Emprendimiento

El tejido emprendedor aplaude la nueva ley de 'start-ups', pero pide mejoras

Las asociaciones implicadas en el sector piden que las empresas puedan beneficiarse de las condiciones que incluye la norma más de cinco años

Una de las emprendedoras que participó en la última edición del 4YFN, el salón de las ’start-ups’ dentro del Mobile World Congress.

Una de las emprendedoras que participó en la última edición del 4YFN, el salón de las ’start-ups’ dentro del Mobile World Congress. / JOAN CORTADELLAS

2
Se lee en minutos
Paula Clemente
Paula Clemente

Periodista

Especialista en start-ups, sector emprendedor

ver +

"Es un primer paso en la dirección adecuada y mejora sustancialmente el vacío total que había hasta ahora", plantea el cofundador de la 'start-up' Prophero, Pablo Gil. "Por fin se dota a un sector económico tan importante como el emprendedor de una norma específica", coincide el cofundador de Mundimoto, Josep Talavera. Estos dos emprendedores y otros tantos miles que hay en España están a un solo paso de tener un marco legal propio para sus empresas: este jueves, el Congreso de los diputados aprobará formalmente la ley de 'start-ups', que queda solo pendiente del visto bueno del Senado, un trámite que, visto el consenso político previo, se da casi por hecho. Así, la sensación es hoy ya de victoria.

Lo es sobre todo en los órganos públicos relacionados con el emprendimiento que han empujado esta norma, pero también entre asociaciones de emprendedores o inversores que, pese a detectar varios puntos de mejora, ven en esta ley un "muy buen punto de partida".

"Es un avance muy importante, una buena noticia para el sector: es un reconocimiento a la innovación y el emprendimiento como generadores de talento e impulsores del crecimiento de nuestra economía", argumenta el socio responsable de innovación y emprendimiento de DWF-RCD y secretario general de Tech Barcelona, Ignasi Costas. "Es una muy buena noticia desde el punto de vista del ecosistema", asegura también en esta línea el director de estrategia de Adigital, Miguel Ferrer. "Da imagen de salud, de buenas condiciones y de que el sector público no pone palos a la rueda", ha explicado.

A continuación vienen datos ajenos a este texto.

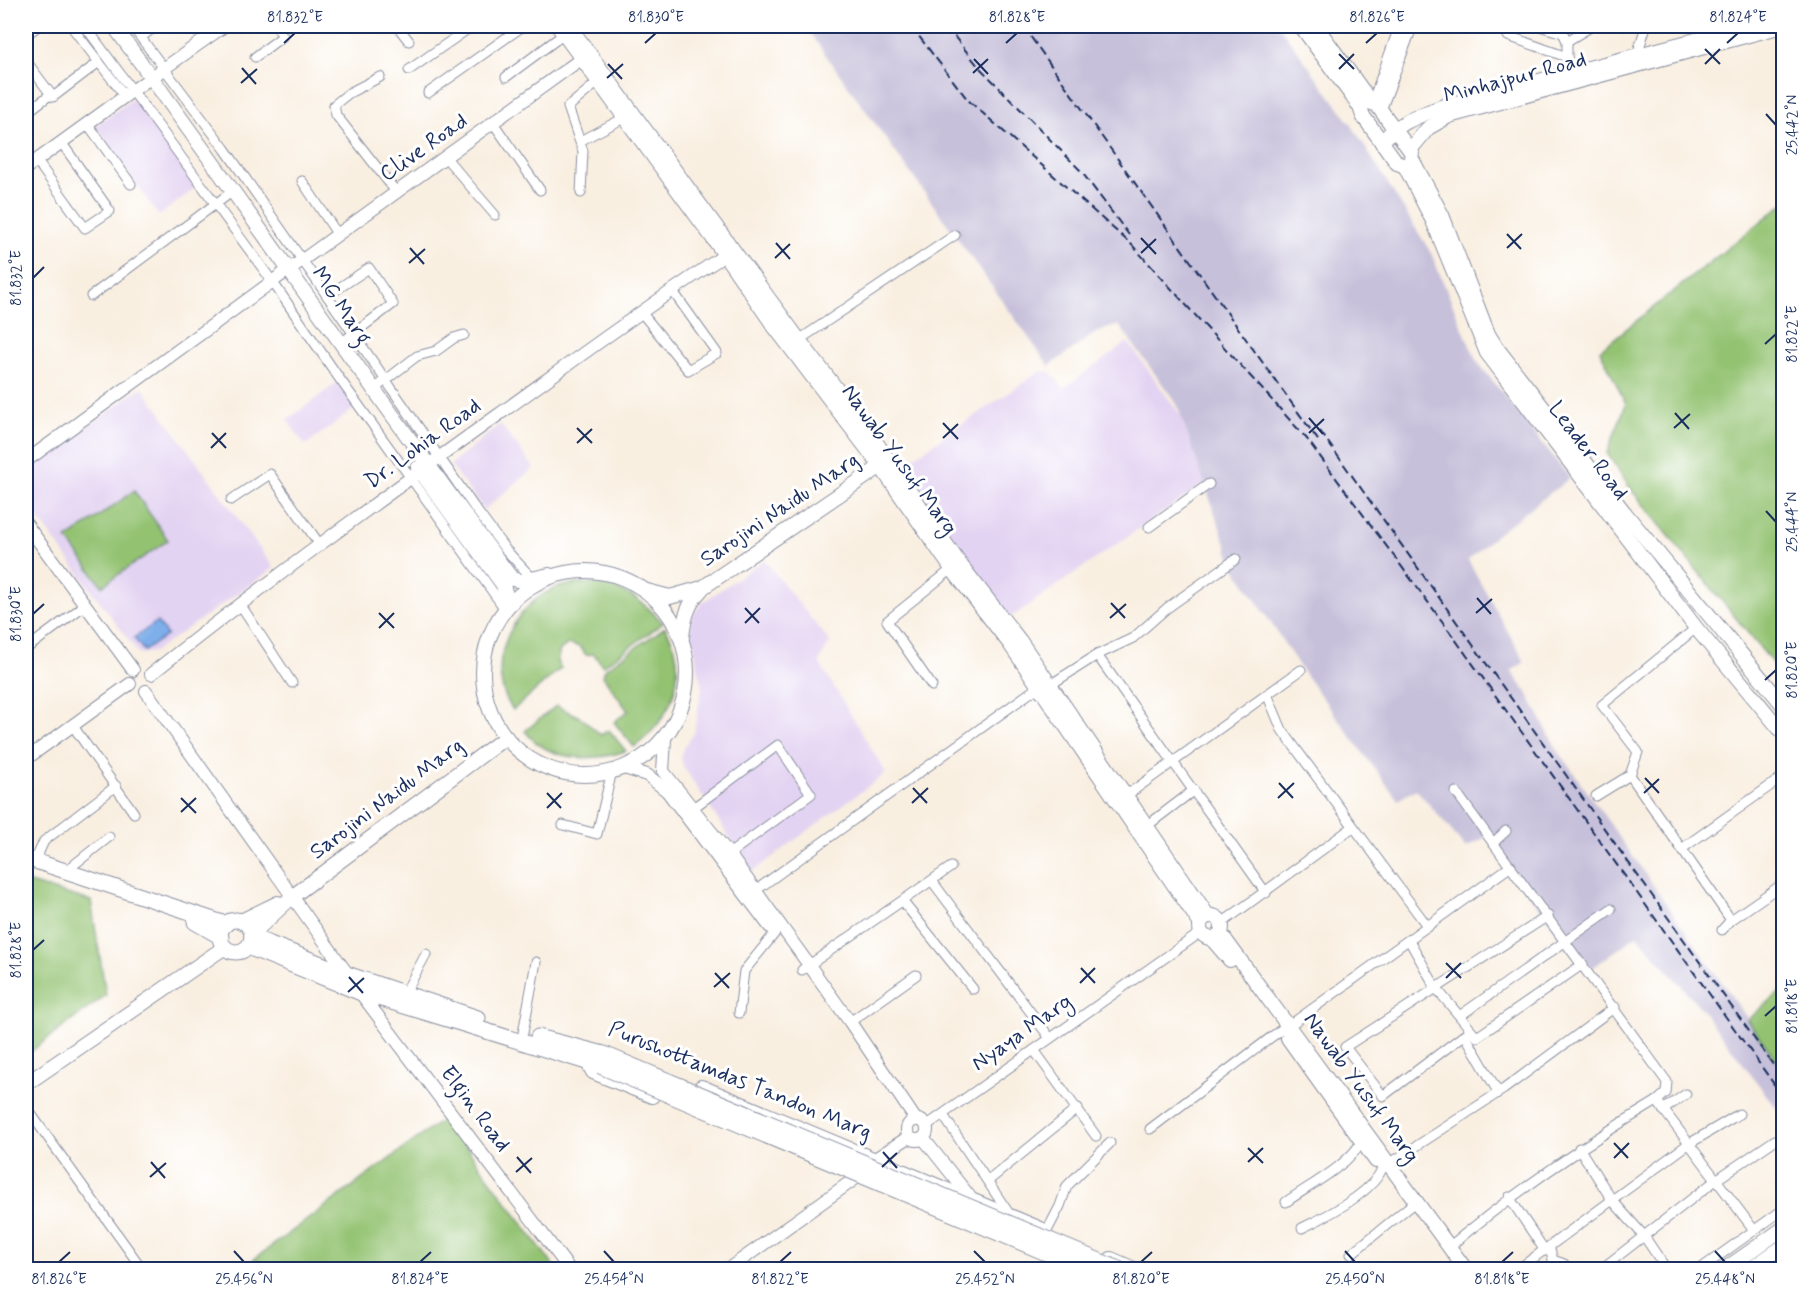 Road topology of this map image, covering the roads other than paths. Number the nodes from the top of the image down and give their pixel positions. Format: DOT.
graph roads {
  1 [pos="38,26"];
  2 [pos="71,26"];
  3 [pos="85,26"];
  4 [pos="105,26"];
  5 [pos="114,26"];
  6 [pos="132,26"];
  7 [pos="156,26"];
  8 [pos="224,26"];
  9 [pos="276,26"];
  10 [pos="397,26"];
  11 [pos="472,26"];
  12 [pos="523,26"];
  13 [pos="1301,26"];
  14 [pos="1316,26"];
  15 [pos="1401,26"];
  16 [pos="1411,26"];
  17 [pos="1512,26"];
  18 [pos="1539,26"];
  19 [pos="1592,26"];
  20 [pos="1646,26"];
  21 [pos="1749,26"];
  22 [pos="1782,26"];
  23 [pos="564,28"];
  24 [pos="26,35"];
  25 [pos="141,37"];
  26 [pos="409,41"];
  27 [pos="1567,41"];
  28 [pos="1637,55"];
  29 [pos="255,57"];
  30 [pos="1567,57"];
  31 [pos="581,59"];
  32 [pos="26,61"];
  33 [pos="99,62"];
  34 [pos="409,70"];
  35 [pos="1567,73"];
  36 [pos="154,76"];
  37 [pos="506,76"];
  38 [pos="380,77"];
  39 [pos="598,82"];
  40 [pos="128,93"];
  41 [pos="428,93"];
  42 [pos="51,94"];
  43 [pos="1371,105"];
  44 [pos="26,113"];
  45 [pos="624,118"];
  46 [pos="87,123"];
  47 [pos="494,124"];
  48 [pos="1395,130"];
  49 [pos="580,141"];
  50 [pos="61,142"];
  51 [pos="1382,143"];
  52 [pos="446,158"];
  53 [pos="1409,159"];
  54 [pos="36,160"];
  55 [pos="26,168"];
  56 [pos="302,181"];
  57 [pos="131,184"];
  58 [pos="540,190"];
  59 [pos="397,193"];
  60 [pos="581,193"];
  61 [pos="229,194"];
  62 [pos="215,204"];
  63 [pos="495,215"];
  64 [pos="338,235"];
  65 [pos="955,235"];
  66 [pos="725,255"];
  67 [pos="303,259"];
  68 [pos="282,274"];
  69 [pos="672,290"];
  70 [pos="91,296"];
  71 [pos="327,296"];
  72 [pos="641,312"];
  73 [pos="354,334"];
  74 [pos="464,335"];
  75 [pos="799,340"];
  76 [pos="341,343"];
  77 [pos="1500,361"];
  78 [pos="386,379"];
  79 [pos="373,390"];
  80 [pos="439,457"];
  81 [pos="26,461"];
  82 [pos="886,464"];
  83 [pos="419,472"];
  84 [pos="1209,484"];
  85 [pos="231,500"];
  86 [pos="26,524"];
  87 [pos="1149,527"];
  88 [pos="30,537"];
  89 [pos="320,545"];
  90 [pos="1236,559"];
  91 [pos="952,569"];
  92 [pos="549,575"];
  93 [pos="532,578"];
  94 [pos="702,588"];
  95 [pos="645,590"];
  96 [pos="240,603"];
  97 [pos="85,604"];
  98 [pos="505,609"];
  99 [pos="1696,628"];
  100 [pos="681,638"];
  101 [pos="26,649"];
  102 [pos="1097,655"];
  103 [pos="133,670"];
  104 [pos="1301,670"];
  105 [pos="151,674"];
  106 [pos="292,683"];
  107 [pos="130,684"];
  108 [pos="933,686"];
  109 [pos="1044,686"];
  110 [pos="146,691"];
  111 [pos="1267,694"];
  112 [pos="1784,706"];
  113 [pos="73,726"];
  114 [pos="1784,734"];
  115 [pos="506,737"];
  116 [pos="665,739"];
  117 [pos="26,759"];
  118 [pos="1174,760"];
  119 [pos="618,770"];
  120 [pos="1630,775"];
  121 [pos="1784,776"];
  122 [pos="116,786"];
  123 [pos="1194,790"];
  124 [pos="1456,792"];
  125 [pos="1127,795"];
  126 [pos="1596,796"];
  127 [pos="690,811"];
  128 [pos="134,813"];
  129 [pos="563,825"];
  130 [pos="1148,825"];
  131 [pos="1353,827"];
  132 [pos="1506,831"];
  133 [pos="109,837"];
  134 [pos="1493,843"];
  135 [pos="1683,848"];
  136 [pos="729,854"];
  137 [pos="29,862"];
  138 [pos="1510,866"];
  139 [pos="951,867"];
  140 [pos="66,871"];
  141 [pos="932,881"];
  142 [pos="1784,883"];
  143 [pos="1266,893"];
  144 [pos="751,894"];
  145 [pos="293,896"];
  146 [pos="903,902"];
  147 [pos="1611,909"];
  148 [pos="1548,916"];
  149 [pos="1731,920"];
  150 [pos="1428,927"];
  151 [pos="1210,928"];
  152 [pos="1722,930"];
  153 [pos="228,932"];
  154 [pos="775,933"];
  155 [pos="251,939"];
  156 [pos="1409,940"];
  157 [pos="1567,942"];
  158 [pos="426,954"];
  159 [pos="536,963"];
  160 [pos="1583,964"];
  161 [pos="805,968"];
  162 [pos="347,974"];
  163 [pos="916,975"];
  164 [pos="973,988"];
  165 [pos="1436,988"];
  166 [pos="359,992"];
  167 [pos="405,993"];
  168 [pos="1615,1007"];
  169 [pos="739,1013"];
  170 [pos="1461,1015"];
  171 [pos="850,1022"];
  172 [pos="1286,1027"];
  173 [pos="1468,1032"];
  174 [pos="523,1033"];
  175 [pos="1050,1038"];
  176 [pos="1034,1050"];
  177 [pos="595,1058"];
  178 [pos="26,1084"];
  179 [pos="1498,1092"];
  180 [pos="1686,1094"];
  181 [pos="1657,1101"];
  182 [pos="26,1107"];
  183 [pos="1078,1108"];
  184 [pos="1663,1110"];
  185 [pos="1738,1114"];
  186 [pos="943,1115"];
  187 [pos="917,1123"];
  188 [pos="1150,1129"];
  189 [pos="1096,1136"];
  190 [pos="909,1137"];
  191 [pos="923,1138"];
  192 [pos="1775,1140"];
  193 [pos="1362,1141"];
  194 [pos="1110,1143"];
  195 [pos="1687,1145"];
  196 [pos="1579,1148"];
  197 [pos="875,1159"];
  198 [pos="1386,1166"];
  199 [pos="856,1178"];
  200 [pos="1716,1180"];
  201 [pos="988,1181"];
  202 [pos="970,1197"];
  203 [pos="1509,1197"];
  204 [pos="1612,1200"];
  205 [pos="1286,1202"];
  206 [pos="1410,1206"];
  207 [pos="1784,1209"];
  208 [pos="1011,1215"];
  209 [pos="1302,1228"];
  210 [pos="1784,1228"];
  211 [pos="1754,1230"];
  212 [pos="1047,1231"];
  213 [pos="1644,1236"];
  214 [pos="1784,1246"];
  215 [pos="1449,1247"];
  216 [pos="1545,1251"];
  217 [pos="1351,1254"];
  218 [pos="142,1269"];
  219 [pos="570,1269"];
  220 [pos="727,1269"];
  221 [pos="1070,1269"];
  222 [pos="1087,1269"];
  223 [pos="1121,1269"];
  224 [pos="1136,1269"];
  225 [pos="1455,1269"];
  226 [pos="1466,1269"];
  227 [pos="1517,1269"];
  228 [pos="1564,1269"];
  229 [pos="1600,1269"];
  230 [pos="1667,1269"];
  231 [pos="1699,1269"];
  232 [pos="1724,1269"];
  233 [pos="1749,1269"];
  1 -- 24 [label="street"];
  2 -- 33 [label="street"];
  3 -- 40 [label="street"];
  4 -- 36 [label="main road, MG Marg"];
  5 -- 36 [label="main road, MG Marg"];
  6 -- 25 [label="street"];
  7 -- 25 [label="street"];
  8 -- 36 [label="street"];
  9 -- 29 [label="street"];
  10 -- 26 [label="street"];
  11 -- 34 [label="street"];
  12 -- 41 [label="street"];
  13 -- 43 [label="main road"];
  14 -- 43 [label="main road"];
  15 -- 43 [label="street"];
  16 -- 43 [label="street"];
  17 -- 30 [label="street"];
  18 -- 27 [label="street"];
  19 -- 27 [label="street"];
  20 -- 28 [label="street"];
  21 -- 28 [label="main road, Minhajpur Road"];
  22 -- 53 [label="main road, Minhajpur Road"];
  23 -- 31 [label="main road, Nawab Yusuf Marg"];
  23 -- 37 [label="street"];
  23 -- 75 [label="main road, Nawab Yusuf Marg"];
  25 -- 36 [label="street"];
  27 -- 30 [label="street"];
  28 -- 35 [label="main road, Minhajpur Road"];
  30 -- 35 [label="street"];
  31 -- 39 [label="main road, Nawab Yusuf Marg"];
  31 -- 47 [label="street, Clive Road"];
  32 -- 42 [label="street"];
  33 -- 40 [label="street"];
  33 -- 42 [label="street"];
  35 -- 48 [label="main road, Minhajpur Road"];
  36 -- 40 [label="street"];
  36 -- 61 [label="main road, MG Marg"];
  36 -- 67 [label="street"];
  36 -- 68 [label="main road, MG Marg"];
  38 -- 59 [label="street"];
  39 -- 45 [label="main road, Nawab Yusuf Marg"];
  39 -- 49 [label="street"];
  40 -- 46 [label="street"];
  40 -- 62 [label="street"];
  42 -- 44 [label="street"];
  43 -- 48 [label="main road"];
  43 -- 51 [label="main road"];
  45 -- 49 [label="street"];
  45 -- 66 [label="main road, Nawab Yusuf Marg"];
  46 -- 50 [label="street"];
  46 -- 57 [label="street"];
  47 -- 52 [label="street, Clive Road"];
  47 -- 58 [label="street"];
  48 -- 51 [label="main road, Minhajpur Road"];
  48 -- 53 [label="main road"];
  49 -- 60 [label="street"];
  50 -- 54 [label="street"];
  50 -- 54 [label="street"];
  51 -- 53 [label="main road"];
  52 -- 59 [label="street, Clive Road"];
  52 -- 63 [label="street"];
  53 -- 77 [label="main road, Leader Road"];
  54 -- 55 [label="street"];
  56 -- 64 [label="street"];
  59 -- 64 [label="street, Clive Road"];
  61 -- 62 [label="street"];
  61 -- 68 [label="main road, MG Marg"];
  62 -- 68 [label="street"];
  62 -- 70 [label="street"];
  64 -- 67 [label="street, Clive Road"];
  65 -- 75 [label="street"];
  66 -- 69 [label="street, Dr. Lohia Road"];
  66 -- 82 [label="main road, Nawab Yusuf Marg"];
  67 -- 68 [label="street, Clive Road"];
  67 -- 71 [label="street"];
  68 -- 76 [label="main road, MG Marg"];
  68 -- 81 [label="street, Clive Road"];
  68 -- 83 [label="main road, MG Marg"];
  69 -- 72 [label="street, Dr. Lohia Road"];
  69 -- 72 [label="street"];
  71 -- 73 [label="street"];
  71 -- 73 [label="street"];
  72 -- 80 [label="street, Dr. Lohia Road"];
  73 -- 76 [label="street"];
  73 -- 78 [label="street"];
  74 -- 78 [label="street"];
  75 -- 82 [label="main road, Nawab Yusuf Marg"];
  76 -- 79 [label="main road, MG Marg"];
  77 -- 99 [label="main road, Leader Road"];
  77 -- 112 [label="main road, Leader Road"];
  78 -- 79 [label="street"];
  78 -- 80 [label="street"];
  79 -- 83 [label="main road, MG Marg"];
  80 -- 83 [label="street, Dr. Lohia Road"];
  80 -- 93 [label="street"];
  82 -- 91 [label="main road, Nawab Yusuf Marg"];
  82 -- 94 [label="main road, Sarojini Naidu Marg"];
  82 -- 109 [label="main road, Nawab Yusuf Marg"];
  83 -- 89 [label="street, Dr. Lohia Road"];
  83 -- 93 [label="main road, MG Marg"];
  83 -- 98 [label="main road, MG Marg"];
  84 -- 87 [label="street"];
  85 -- 89 [label="street"];
  86 -- 88 [label="street"];
  88 -- 97 [label="street"];
  89 -- 96 [label="street, Dr. Lohia Road"];
  90 -- 102 [label="street"];
  91 -- 108 [label="street"];
  91 -- 109 [label="main road, Nawab Yusuf Marg"];
  92 -- 93 [label="main road, MG Marg"];
  92 -- 95 [label="main road"];
  92 -- 98 [label="main road"];
  94 -- 95 [label="main road"];
  94 -- 100 [label="main road"];
  95 -- 100 [label="main road"];
  96 -- 105 [label="street, Dr. Lohia Road"];
  96 -- 106 [label="street"];
  97 -- 101 [label="street"];
  97 -- 103 [label="street"];
  98 -- 115 [label="main road"];
  99 -- 114 [label="main road, Leader Road"];
  99 -- 120 [label="street"];
  100 -- 116 [label="main road"];
  102 -- 109 [label="street"];
  102 -- 118 [label="street"];
  103 -- 105 [label="street"];
  103 -- 107 [label="street"];
  104 -- 111 [label="street"];
  105 -- 110 [label="street"];
  107 -- 110 [label="street"];
  107 -- 113 [label="street"];
  109 -- 125 [label="main road, Nawab Yusuf Marg"];
  109 -- 144 [label="street"];
  109 -- 151 [label="main road, Nawab Yusuf Marg"];
  110 -- 145 [label="street, Elgin Road"];
  111 -- 118 [label="street"];
  111 -- 131 [label="street"];
  113 -- 117 [label="street"];
  113 -- 122 [label="street"];
  115 -- 119 [label="main road"];
  115 -- 145 [label="main road, Sarojini Naidu Marg"];
  116 -- 119 [label="main road"];
  116 -- 127 [label="street"];
  118 -- 123 [label="street"];
  118 -- 125 [label="street"];
  119 -- 127 [label="street"];
  119 -- 129 [label="street"];
  120 -- 126 [label="street"];
  120 -- 135 [label="street"];
  121 -- 135 [label="street"];
  122 -- 128 [label="street"];
  122 -- 137 [label="street"];
  123 -- 130 [label="street"];
  123 -- 143 [label="street"];
  124 -- 134 [label="street"];
  125 -- 130 [label="main road, Nawab Yusuf Marg"];
  127 -- 136 [label="street"];
  127 -- 136 [label="street"];
  127 -- 144 [label="street"];
  130 -- 151 [label="main road, Nawab Yusuf Marg"];
  131 -- 143 [label="street, Nyaya Marg"];
  131 -- 150 [label="street"];
  132 -- 134 [label="street"];
  133 -- 140 [label="street"];
  134 -- 138 [label="street"];
  135 -- 149 [label="street"];
  136 -- 144 [label="street"];
  137 -- 140 [label="main road"];
  137 -- 153 [label="main road"];
  138 -- 148 [label="street"];
  138 -- 150 [label="street"];
  139 -- 141 [label="street"];
  140 -- 153 [label="main road"];
  141 -- 146 [label="street"];
  141 -- 175 [label="street"];
  142 -- 149 [label="street"];
  143 -- 151 [label="street, Nyaya Marg"];
  144 -- 154 [label="street"];
  144 -- 161 [label="street"];
  145 -- 153 [label="main road, Sarojini Naidu Marg"];
  145 -- 155 [label="main road, Sarojini Naidu Marg"];
  145 -- 162 [label="street, Elgin Road"];
  146 -- 161 [label="street"];
  146 -- 164 [label="street"];
  147 -- 157 [label="street"];
  148 -- 157 [label="street"];
  148 -- 165 [label="street"];
  149 -- 152 [label="street"];
  150 -- 156 [label="street"];
  151 -- 172 [label="main road, Nawab Yusuf Marg"];
  151 -- 175 [label="street, Nyaya Marg"];
  153 -- 155 [label="main road"];
  153 -- 155 [label="main road"];
  153 -- 178 [label="main road, Sarojini Naidu Marg"];
  154 -- 161 [label="street"];
  154 -- 169 [label="street"];
  155 -- 162 [label="main road, Purushottamdas Tandon Marg"];
  155 -- 166 [label="main road, Purushottamdas Tandon Marg"];
  156 -- 165 [label="street"];
  156 -- 172 [label="street"];
  157 -- 160 [label="street"];
  157 -- 170 [label="street"];
  158 -- 167 [label="street"];
  159 -- 174 [label="street"];
  160 -- 168 [label="street"];
  160 -- 173 [label="street"];
  161 -- 171 [label="street"];
  161 -- 187 [label="street"];
  162 -- 166 [label="street, Elgin Road"];
  162 -- 167 [label="main road, Purushottamdas Tandon Marg"];
  163 -- 171 [label="street"];
  165 -- 170 [label="street"];
  165 -- 173 [label="street"];
  166 -- 177 [label="main road, Purushottamdas Tandon Marg"];
  166 -- 219 [label="street, Elgin Road"];
  167 -- 174 [label="main road, Purushottamdas Tandon Marg"];
  168 -- 179 [label="street"];
  168 -- 181 [label="street"];
  170 -- 173 [label="street"];
  171 -- 187 [label="street"];
  172 -- 188 [label="street"];
  172 -- 193 [label="main road, Nawab Yusuf Marg"];
  172 -- 198 [label="main road, Nawab Yusuf Marg"];
  173 -- 179 [label="street"];
  174 -- 177 [label="main road, Purushottamdas Tandon Marg"];
  175 -- 176 [label="street, Nyaya Marg"];
  176 -- 183 [label="street"];
  176 -- 186 [label="street, Nyaya Marg"];
  177 -- 197 [label="main road, Purushottamdas Tandon Marg"];
  177 -- 199 [label="main road, Purushottamdas Tandon Marg"];
  177 -- 222 [label="main road, bridge"];
  177 -- 223 [label="main road, bridge"];
  179 -- 198 [label="street"];
  180 -- 184 [label="street"];
  181 -- 184 [label="street"];
  181 -- 196 [label="street"];
  182 -- 218 [label="street"];
  183 -- 189 [label="street"];
  183 -- 201 [label="street"];
  184 -- 195 [label="street"];
  185 -- 195 [label="street"];
  186 -- 187 [label="street, Nyaya Marg"];
  186 -- 201 [label="street"];
  187 -- 190 [label="street"];
  187 -- 191 [label="street"];
  190 -- 191 [label="street"];
  190 -- 197 [label="street"];
  191 -- 202 [label="street"];
  192 -- 200 [label="street"];
  193 -- 198 [label="main road, Nawab Yusuf Marg"];
  193 -- 205 [label="street"];
  194 -- 212 [label="street"];
  195 -- 200 [label="street"];
  195 -- 204 [label="street"];
  196 -- 203 [label="street"];
  196 -- 204 [label="street"];
  197 -- 199 [label="street"];
  197 -- 202 [label="main road, Purushottamdas Tandon Marg"];
  198 -- 206 [label="main road, Nawab Yusuf Marg"];
  198 -- 209 [label="street"];
  198 -- 215 [label="main road, Nawab Yusuf Marg"];
  199 -- 220 [label="street"];
  199 -- 221 [label="main road, Purushottamdas Tandon Marg"];
  200 -- 211 [label="street"];
  200 -- 213 [label="street"];
  201 -- 208 [label="street"];
  202 -- 208 [label="main road, Purushottamdas Tandon Marg"];
  203 -- 215 [label="street"];
  203 -- 216 [label="street"];
  204 -- 213 [label="street"];
  204 -- 216 [label="street"];
  206 -- 217 [label="street"];
  206 -- 225 [label="main road, Nawab Yusuf Marg"];
  207 -- 211 [label="street"];
  208 -- 212 [label="main road, Purushottamdas Tandon Marg"];
  210 -- 232 [label="main road"];
  211 -- 231 [label="street"];
  212 -- 224 [label="main road, Purushottamdas Tandon Marg"];
  213 -- 229 [label="street"];
  213 -- 230 [label="street"];
  214 -- 233 [label="main road"];
  215 -- 226 [label="main road, Nawab Yusuf Marg"];
  216 -- 227 [label="street"];
  216 -- 228 [label="street"];
}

De hecho, como impulsora también de EsTech, una especie de 'lobby' de empresas tecnológicas ya algo más grandes como Glovo, Wallbox, Factorial, Holaluz o Redpoints, esta asociación considera que si bien la norma no está pensada específicamente para este tipo de empresas, también las beneficia. Por un lado porque incluye herramientas para simplificar la atracción de talento extranjero, pero también por la imagen que proyectará al exterior. "Hay un marco con el que se favorece el emprendimiento y, en este sentido, para el ecosistema de las empresas 'middle-market' es muy buena señal", sostiene Ferrer.

"El ecosistema necesita este marco legal más competitivo, y la ley va en esta dirección", apunta, asimismo, el consejero delegado de CataloniaBio & HealthTech, Javier Selva. "Es una ley muy bien recibida: el caso es que haya salido y de aquí siempre se puede mejorar", plantean, a su vez, desde Spaincap, agrupación de entidades de inversión y capital riesgo.

Puntos de mejora

Noticias relacionadas

Porque, si en algo coinciden todos es que todavía quedan cosas por pulir. Las más importantes y más repetidas, que haya incentivos fiscales todavía mejores y que se prolongue el periodo de tiempo (cinco años) en que se considerará 'start-up' a una de estas empresas. Incluso desde el rincón de las empresas biotecnológicas y médicas, que cuentan con amparo durante siete años, piden más tiempo. "Tener resultados en este ámbito es muy complicado", justifica Selva.

"Vamos en la buena línea, pero siempre hay margen de mejora, y estaría bien más diálogo entre la administración pública y las diferentes sectoriales o comunidades de emprendimiento para poder ir mejorando y aprendiendo de las decisiones tomadas", concluye este mismo experto. "Es un muy buen primer paso, ahora debemos seguir buscando fórmulas más atractivas que mejoren nuestro posicionamiento como referente", remata el secretario general del Tech Barcelona.